Procedures that manipulate list are typically recursive: they have a base case which specifies what happens either when the end of the list is reached, or when a specific element is found. The recursive clause (or clauses) removes the head of the list and applies the same predicate to the tail.

Testing for Membership

One of the most commonly used list processing program is the member/2 procedure. It checks if a specified element is a member of a list.

member(Element,[Element|_]).
member(Element,[_|Tail]) :-
        member(Element,Tail).
The base case says that the procedure succeeds when the specified element is the head of the list (remember that element always sit on the head of the binary structure). In that case, the tail of the list can be ignored--hence the underscore, the anonymous variable.

The recursive case, is invoked when Element does not match the head the list. In that case, we remove the head and concentrate on the tail of the list instead. member/2 is called again, now with the tail of the first list as its second argument. Since the interpreter will already have rejected the base case if the recursive clause is used, we can ignore the head of the list in this case.

The fact that can (and should) use underscores in the two clauses is a typical example of something which follows from Prolog's control rather than from the logic of the program.

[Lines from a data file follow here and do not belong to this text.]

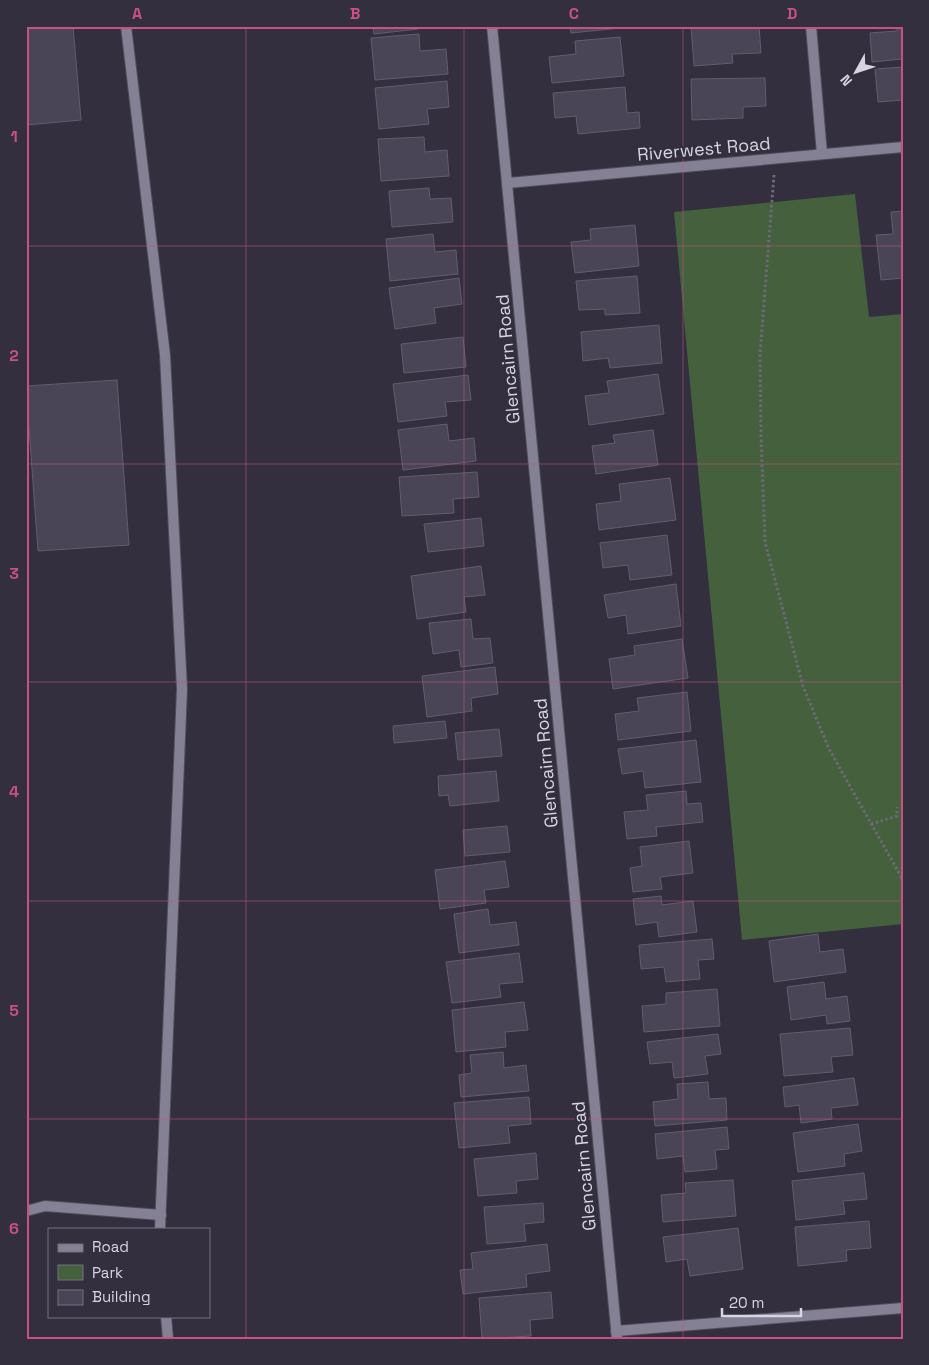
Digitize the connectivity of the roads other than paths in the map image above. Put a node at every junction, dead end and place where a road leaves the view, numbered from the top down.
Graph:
1 (126, 26) edge
2 (492, 26) edge
3 (810, 26) edge
4 (903, 147) edge
5 (822, 154) junction
6 (508, 183) junction
7 (26, 1211) edge
8 (161, 1215) junction
9 (160, 1228) edge
10 (903, 1308) edge
11 (166, 1318) edge
12 (616, 1335) edge
13 (168, 1339) edge

1 - 8 street
2 - 6 street, Glencairn Road
3 - 5 street
4 - 5 street, Riverwest Road
5 - 6 street, Riverwest Road
6 - 12 street, Glencairn Road
7 - 8 street
8 - 9 street
10 - 12 street
11 - 13 street

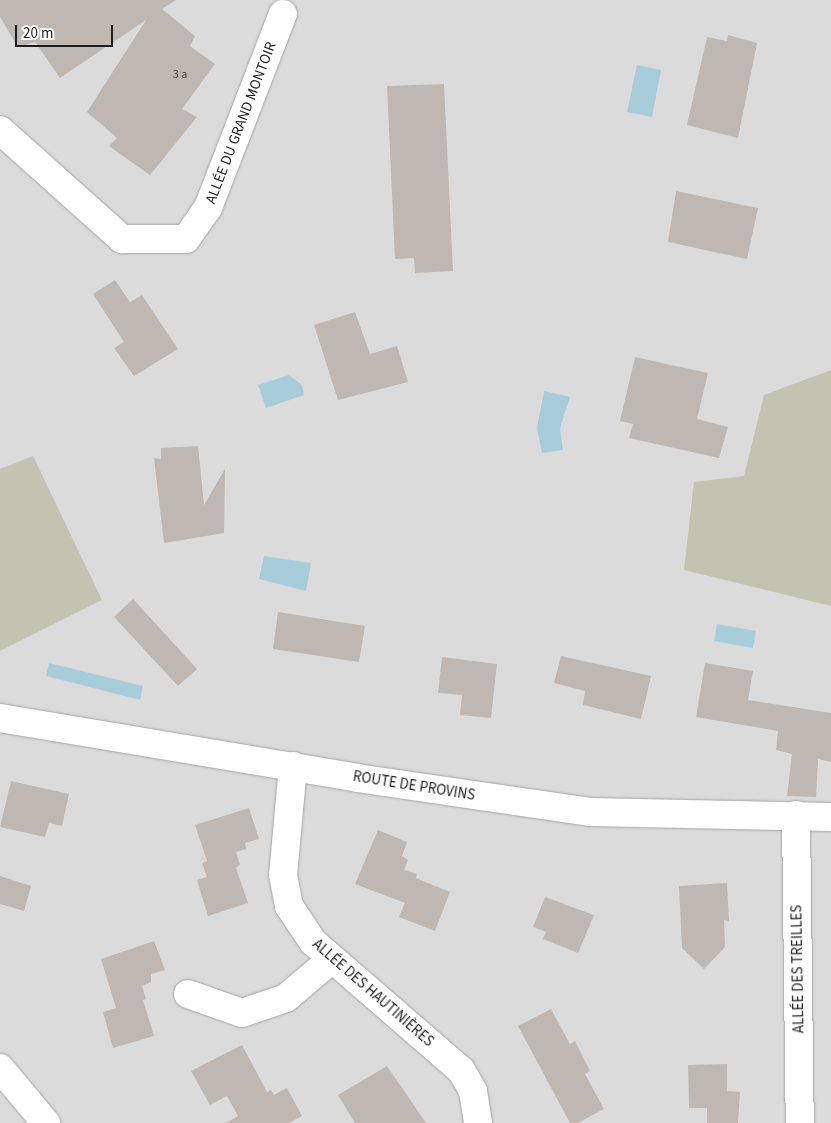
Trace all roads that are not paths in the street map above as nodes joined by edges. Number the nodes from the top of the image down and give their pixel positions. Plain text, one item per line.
1 (283, 14) dead end
2 (0, 130) edge
3 (0, 718) edge
4 (293, 766) junction
5 (796, 815) junction
6 (831, 816) edge
7 (332, 959) junction
8 (188, 994) dead end
9 (0, 1068) edge
10 (46, 1123) edge
11 (478, 1123) edge
12 (800, 1123) edge

1 - 2 street, ALLÉE DU GRAND MONTOIR
3 - 4 street, ROUTE DE PROVINS
4 - 5 street, ROUTE DE PROVINS
4 - 7 street, ALLÉE DES HAUTINIÈRES
5 - 6 street, ROUTE DE PROVINS
5 - 12 street, ALLÉE DES TREILLES
7 - 8 street
7 - 11 street, ALLÉE DES HAUTINIÈRES
9 - 10 street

Let us look at the member/2 procedure in action. The first example shows how member finds an element in a list. When it fails to match the element to the head of the list, it strips off the head and proceeds to check the tail. When the element is found, Prolog steps back to the original query, putting each head back on the list as it goes back through the proof tree.

| ?- member(c,[a,b,c]).
member(c,[a,b,c]).
   1  1  Call: member(c,[a,b,c]) ? 
   2  2  Call: member(c,[b,c]) ? 
   3  3  Call: member(c,[c]) ? 
   3  3  Exit: member(c,[c]) ? 
   2  2  Exit: member(c,[b,c]) ? 
   1  1  Exit: member(c,[a,b,c]) ? 
yes
{trace}
If no element of the list matches the specified element, Prolog strips all heads of until it arrives at the end of the list, which is an empty list. The empty list is special, because it is the only list that does not consist of a pair of elements (a head and a tail). Since both the clauses of the member/2 procedure applies to lists which consist of two elements the fourth call of member does not match any clause in the database, and hence fails, so the entire goal fails.
| ?- member(d,[a,b,c]).
member(d,[a,b,c]).
   1  1  Call: member(d,[a,b,c]) ? 
   2  2  Call: member(d,[b,c]) ? 
   3  3  Call: member(d,[c]) ? 
   4  4  Call: member(d,[]) ? 
   4  4  Fail: member(d,[]) ? 
   3  3  Fail: member(d,[c]) ? 
   2  2  Fail: member(d,[b,c]) ? 
   1  1  Fail: member(d,[a,b,c]) ? 
no
{trace}
Whether a predicate succeeds or not is a matter of unification--whether the current goal matches any of the heads of the facts and rules in the database. Hence, if a list contains a variable in some position, the specified element will unfify with it and the member predicate succeeds:
| ?- member(c,[a,b,X,d]).
member(c,[a,b,X,d]).
X = c ? 
 
yes

Open and Closed Lists

Unification is a very important property when it comes to list processing. So far, all the queries were made with CLOSED LISTS, i.e. lists where the last element is an empty list (which is what the notation where the list appears to end with an element really means). In an OPEN LIST the last tail of the list is unspecified (represented as ...|Tail])--it can point to anything. This is what happens if you call the member predicate with an OPEN LIST:

| ?- member(d,[a,b,c|Tail]).
member(d,[a,b,c|Tail]).
   1  1  Call: member(d,[a,b,c|_91]) ? 
   2  2  Call: member(d,[b,c|_91]) ? 
   3  3  Call: member(d,[c|_91]) ? 
   4  4  Call: member(d,_91) ? 
   4  4  Exit: member(d,[d|_1015]) ? 
   3  3  Exit: member(d,[c,d|_1015]) ? 
   2  2  Exit: member(d,[b,c,d|_1015]) ? 
   1  1  Exit: member(d,[a,b,c,d|_1015]) ? 
 
Tail = [d|_A] ? ; 
 
    1  1  Redo: member(d,[a,b,c,d|_1015]) ? n
 
Tail = [_A,d|_B] ? ;
 
Tail = [_A,_B,d|_C] ? ;
 
Tail = [_A,_B,_C,d|_D] ? ;
 
Tail = [_A,_B,_C,_D,d|_E] ? 
 
yes
{trace}
(The n in the redo line switched trace off, so that only the resulting bindings are shown. You can trace the rest for yourself.)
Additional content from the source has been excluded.